Among other things more dire … good luck trying to pack your ceramics and glasses for the big move.

Newspapers were once widely available, on paper, and used in all sorts of ways beyond conveying news, ads and photos. It was “recycling” before the term had been invented.

For example:

–Newsprint could be used for the lining at the bottom of bird cages.

–For wrapping all sorts of food products. (Hence, the derogatory term “the daily fish-wrap”.) One item in particular comes to mind: British fish-and-chips — which are available as a “take away” item with the wedges of potatoes and breaded fish conveyed in yesterday’s newspaper.

The thing about newspapers … if you are not allergic to newsprint (and embattled 1980s Los Angeles Rams owner Georgia Frontiere alleged she was) it is useful as an essentially germ-free surface. Or it was when it came off the press.

It also could be used …

–For insulation. My grandmother told me about this one five decades ago. “Newspapers can keep a person warm.” I have always wondered how she knew; she did live through the Great Depression.

–As packing material.

You move to a new place.

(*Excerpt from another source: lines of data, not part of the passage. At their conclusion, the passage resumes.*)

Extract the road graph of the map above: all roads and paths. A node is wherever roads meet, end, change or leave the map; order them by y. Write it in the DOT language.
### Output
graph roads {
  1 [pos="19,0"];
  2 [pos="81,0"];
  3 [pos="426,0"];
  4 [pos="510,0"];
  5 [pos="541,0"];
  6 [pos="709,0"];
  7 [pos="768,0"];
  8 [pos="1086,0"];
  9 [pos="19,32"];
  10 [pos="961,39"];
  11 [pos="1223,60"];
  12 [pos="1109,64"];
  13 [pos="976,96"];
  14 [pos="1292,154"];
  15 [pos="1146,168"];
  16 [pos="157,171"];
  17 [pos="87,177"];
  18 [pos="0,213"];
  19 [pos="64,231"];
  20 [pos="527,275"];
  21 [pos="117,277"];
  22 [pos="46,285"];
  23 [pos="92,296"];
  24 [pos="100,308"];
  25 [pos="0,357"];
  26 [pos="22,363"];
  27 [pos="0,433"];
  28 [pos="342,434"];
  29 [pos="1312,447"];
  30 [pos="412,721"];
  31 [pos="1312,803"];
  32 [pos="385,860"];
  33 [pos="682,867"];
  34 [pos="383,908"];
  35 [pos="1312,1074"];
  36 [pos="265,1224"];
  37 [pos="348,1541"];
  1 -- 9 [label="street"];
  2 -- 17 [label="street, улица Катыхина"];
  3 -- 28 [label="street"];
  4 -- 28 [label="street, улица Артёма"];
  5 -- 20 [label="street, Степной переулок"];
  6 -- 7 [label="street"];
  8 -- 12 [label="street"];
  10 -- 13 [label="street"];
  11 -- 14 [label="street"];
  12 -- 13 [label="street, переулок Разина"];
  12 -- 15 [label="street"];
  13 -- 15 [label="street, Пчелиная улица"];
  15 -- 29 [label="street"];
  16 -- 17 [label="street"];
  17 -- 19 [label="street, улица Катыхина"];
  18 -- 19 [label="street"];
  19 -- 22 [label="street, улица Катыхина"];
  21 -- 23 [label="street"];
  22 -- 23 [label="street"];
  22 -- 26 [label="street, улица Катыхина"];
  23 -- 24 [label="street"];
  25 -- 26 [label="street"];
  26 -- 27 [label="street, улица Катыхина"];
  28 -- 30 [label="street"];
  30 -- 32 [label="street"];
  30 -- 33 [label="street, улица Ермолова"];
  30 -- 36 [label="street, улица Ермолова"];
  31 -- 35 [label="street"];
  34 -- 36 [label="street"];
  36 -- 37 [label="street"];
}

You ship items across country. You ship items around the world. Odds are pretty good you would use newspaper to cushion your most breakable items. Dishes, stemware, etc.

Before moving to Abu Dhabi to take jobs at The National, back in 2009, we used newsprint to individually wrap all fragile items as they went into storage.

What newspapers seem best suited to, after they are wadded up a bit, is providing a layer of air (as a primitive shock absorber) between individual dishes or glasses that might otherwise be banging against each other. And breaking.

Newspapers have been used for this purpose probably within a few years of newspapers being invented.

Crumple up yesterday’s paper, increasing its cushioning properties, and wrap up your stuff. Newspaper also can be used to fill the extra space inside a box, so that things don’t rattle around. All it costs is a little ink on your fingers.

This month, seven years and a trans-Atlantic trip later, we found that the large majority of our breakables were wrapped in newspaper — and arrived in the south of France in one piece. I just opened a box of dishware and found it cuddled by the Long Beach Press-Telegram of October 6, 2009.

(It can be seen, at the top of this post.)

When you are packing up these days, what do you do without newspaper?

Unless you are going to splurge for bubble wrap on all your stuff … you probably will be looking for an alternative source to what we all used right through to 20th century — newspaper.

Or, you could pay for the layers of paper some movie companies new use — impressive stuff, but never first used in all the ways newspapers were. Seems non-environmental, doesn’t it?

Newsprint is not going to be an option, soon, as newspapers shrink in size and pages and continue on a path that seems to end with newspapers online only.

Many of us will miss the paper product, in a variety of ways. Not least during moves.